Assignment:
Each line in the data must be reproduced as written, except for any picture.

Stored items from a collection

· · ·

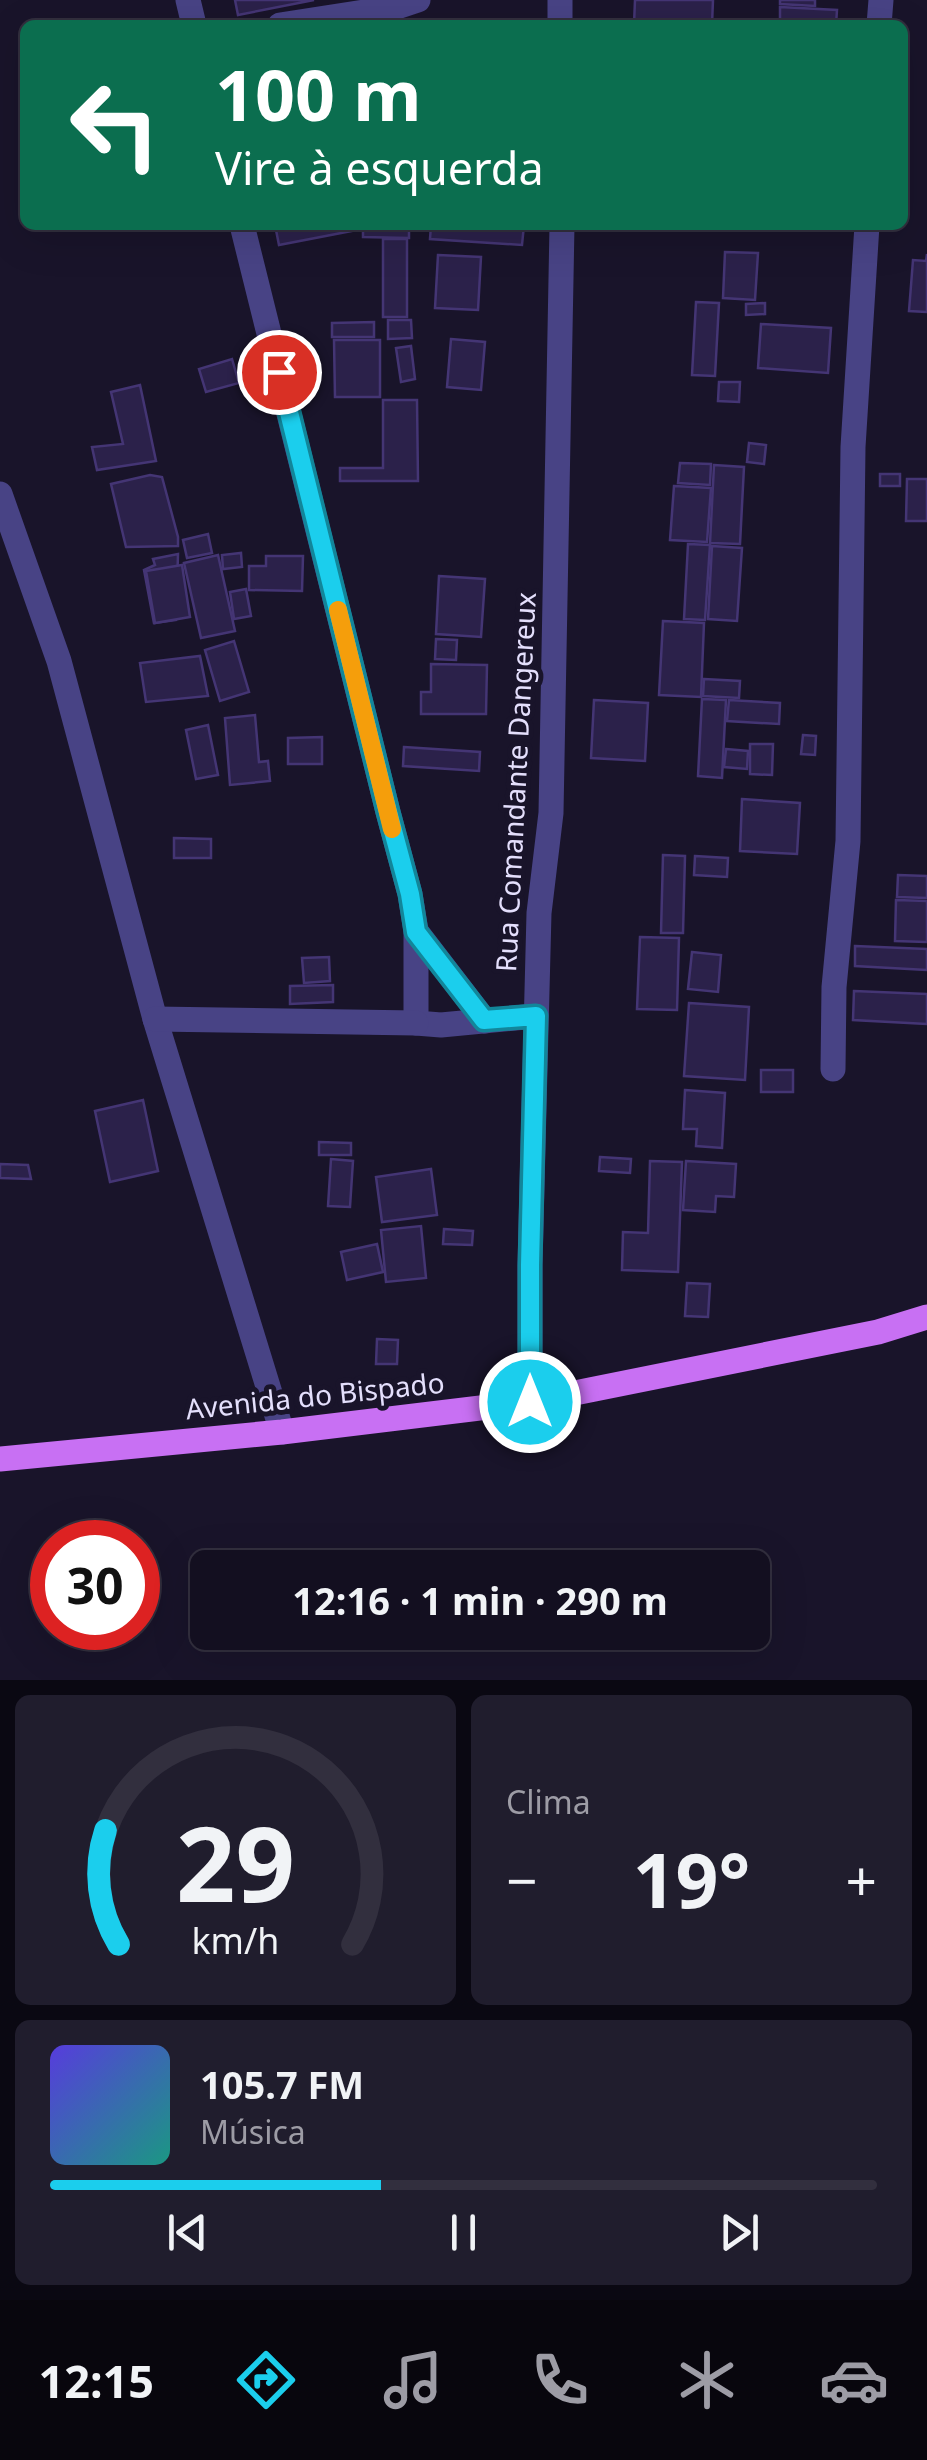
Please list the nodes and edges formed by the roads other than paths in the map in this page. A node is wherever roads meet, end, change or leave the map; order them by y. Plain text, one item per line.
1 (418, 0) edge
2 (312, 20) edge
3 (243, 230) edge
4 (562, 230) edge
5 (866, 230) edge
6 (0, 494) edge
7 (416, 932) junction
8 (536, 1016) junction
9 (155, 1019) junction
10 (484, 1020) junction
11 (416, 1023) junction
12 (833, 1068) dead end
13 (927, 1317) edge
14 (530, 1402) junction
15 (282, 1432) junction
16 (0, 1459) edge

1 - 2 street
3 - 7 street
4 - 8 street, Rua Comandante Dangereux
5 - 12 street
6 - 9 street
7 - 10 street
7 - 11 street
8 - 10 street
8 - 14 street, Rua Comandante Dangereux
9 - 11 street
9 - 15 street
10 - 11 street
13 - 14 main road, Avenida do Bispado
14 - 15 main road, Avenida do Bispado
15 - 16 main road, Avenida do Bispado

· · ·

Written answer:
Please list the nodes and edges formed by the roads other than paths in the map in this page. A node is wherever roads meet, end, change or leave the map; order them by y. Plain text, one item per line.
1 (418, 0) edge
2 (312, 20) edge
3 (243, 230) edge
4 (562, 230) edge
5 (866, 230) edge
6 (0, 494) edge
7 (416, 932) junction
8 (536, 1016) junction
9 (155, 1019) junction
10 (484, 1020) junction
11 (416, 1023) junction
12 (833, 1068) dead end
13 (927, 1317) edge
14 (530, 1402) junction
15 (282, 1432) junction
16 (0, 1459) edge

1 - 2 street
3 - 7 street
4 - 8 street, Rua Comandante Dangereux
5 - 12 street
6 - 9 street
7 - 10 street
7 - 11 street
8 - 10 street
8 - 14 street, Rua Comandante Dangereux
9 - 11 street
9 - 15 street
10 - 11 street
13 - 14 main road, Avenida do Bispado
14 - 15 main road, Avenida do Bispado
15 - 16 main road, Avenida do Bispado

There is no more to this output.